── INFORMATION SHOWN ──

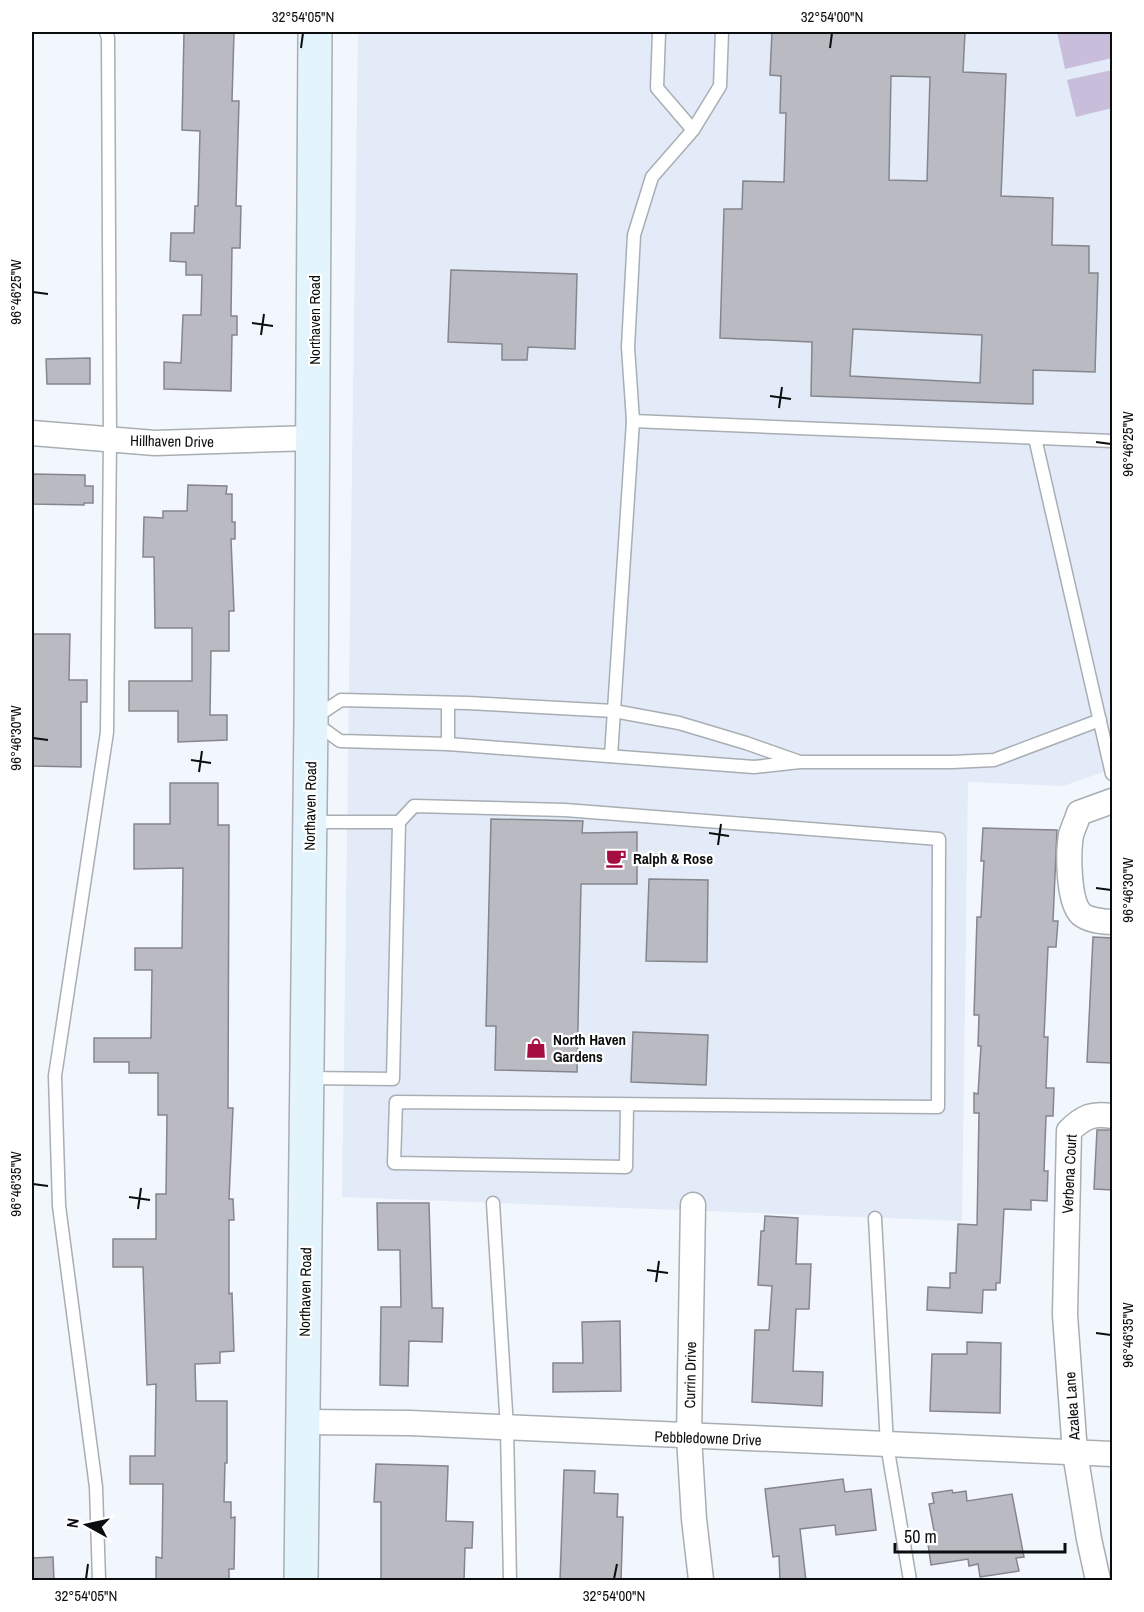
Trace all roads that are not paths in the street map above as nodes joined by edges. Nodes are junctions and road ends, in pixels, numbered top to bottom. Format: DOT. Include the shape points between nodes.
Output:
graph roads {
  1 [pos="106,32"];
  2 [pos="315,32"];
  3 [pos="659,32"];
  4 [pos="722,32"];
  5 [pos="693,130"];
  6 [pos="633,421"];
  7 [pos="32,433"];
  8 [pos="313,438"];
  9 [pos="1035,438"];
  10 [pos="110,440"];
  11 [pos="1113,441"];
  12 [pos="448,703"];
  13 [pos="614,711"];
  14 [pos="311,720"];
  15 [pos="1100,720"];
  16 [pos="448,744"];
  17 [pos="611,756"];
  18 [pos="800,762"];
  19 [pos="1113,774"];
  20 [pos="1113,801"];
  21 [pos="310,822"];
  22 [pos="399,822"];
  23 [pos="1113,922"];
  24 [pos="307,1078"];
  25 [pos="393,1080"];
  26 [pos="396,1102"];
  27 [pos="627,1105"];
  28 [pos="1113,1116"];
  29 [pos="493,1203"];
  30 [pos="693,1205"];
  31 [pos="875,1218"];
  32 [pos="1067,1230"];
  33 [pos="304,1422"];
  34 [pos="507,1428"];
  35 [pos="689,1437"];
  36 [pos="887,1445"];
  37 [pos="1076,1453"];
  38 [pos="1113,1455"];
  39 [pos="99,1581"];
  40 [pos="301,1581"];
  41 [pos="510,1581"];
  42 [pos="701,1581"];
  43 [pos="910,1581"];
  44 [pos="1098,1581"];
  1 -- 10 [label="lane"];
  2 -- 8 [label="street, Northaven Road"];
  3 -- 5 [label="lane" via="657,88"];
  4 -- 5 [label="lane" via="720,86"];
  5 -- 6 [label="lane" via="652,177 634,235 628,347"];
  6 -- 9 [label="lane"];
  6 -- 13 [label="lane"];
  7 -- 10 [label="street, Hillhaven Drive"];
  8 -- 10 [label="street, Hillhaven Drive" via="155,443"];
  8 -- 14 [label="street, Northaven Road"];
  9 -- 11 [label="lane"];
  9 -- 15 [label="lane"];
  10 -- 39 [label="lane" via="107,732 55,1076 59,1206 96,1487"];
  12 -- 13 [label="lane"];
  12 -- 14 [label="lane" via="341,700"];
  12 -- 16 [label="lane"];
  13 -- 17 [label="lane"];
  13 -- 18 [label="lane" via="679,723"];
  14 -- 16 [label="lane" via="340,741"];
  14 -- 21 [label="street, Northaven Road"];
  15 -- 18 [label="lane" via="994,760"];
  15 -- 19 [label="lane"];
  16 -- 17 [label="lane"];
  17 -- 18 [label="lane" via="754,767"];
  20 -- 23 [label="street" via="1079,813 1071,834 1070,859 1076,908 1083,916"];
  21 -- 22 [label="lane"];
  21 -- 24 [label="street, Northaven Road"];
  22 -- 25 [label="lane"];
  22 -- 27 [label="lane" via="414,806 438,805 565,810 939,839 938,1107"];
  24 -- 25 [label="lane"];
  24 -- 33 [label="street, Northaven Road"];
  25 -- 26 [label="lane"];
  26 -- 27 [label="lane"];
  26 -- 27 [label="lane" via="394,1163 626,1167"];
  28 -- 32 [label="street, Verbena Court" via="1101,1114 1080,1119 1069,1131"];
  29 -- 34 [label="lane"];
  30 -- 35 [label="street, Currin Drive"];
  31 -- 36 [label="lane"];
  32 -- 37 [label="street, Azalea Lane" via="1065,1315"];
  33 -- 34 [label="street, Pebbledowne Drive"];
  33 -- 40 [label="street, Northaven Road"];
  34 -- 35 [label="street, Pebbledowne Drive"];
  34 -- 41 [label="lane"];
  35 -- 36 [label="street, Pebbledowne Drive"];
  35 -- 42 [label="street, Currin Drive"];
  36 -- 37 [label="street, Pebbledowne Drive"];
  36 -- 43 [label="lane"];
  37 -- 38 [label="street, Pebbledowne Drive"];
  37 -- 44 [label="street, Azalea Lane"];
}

───

**DESCRIPTION OF THE TASK:** Search the data for the string "Pebbledowne" and copy every line where it appears.

**EXERCISE ANSWER:**
  33 -- 34 [label="street, Pebbledowne Drive"];
  34 -- 35 [label="street, Pebbledowne Drive"];
  35 -- 36 [label="street, Pebbledowne Drive"];
  36 -- 37 [label="street, Pebbledowne Drive"];
  37 -- 38 [label="street, Pebbledowne Drive"];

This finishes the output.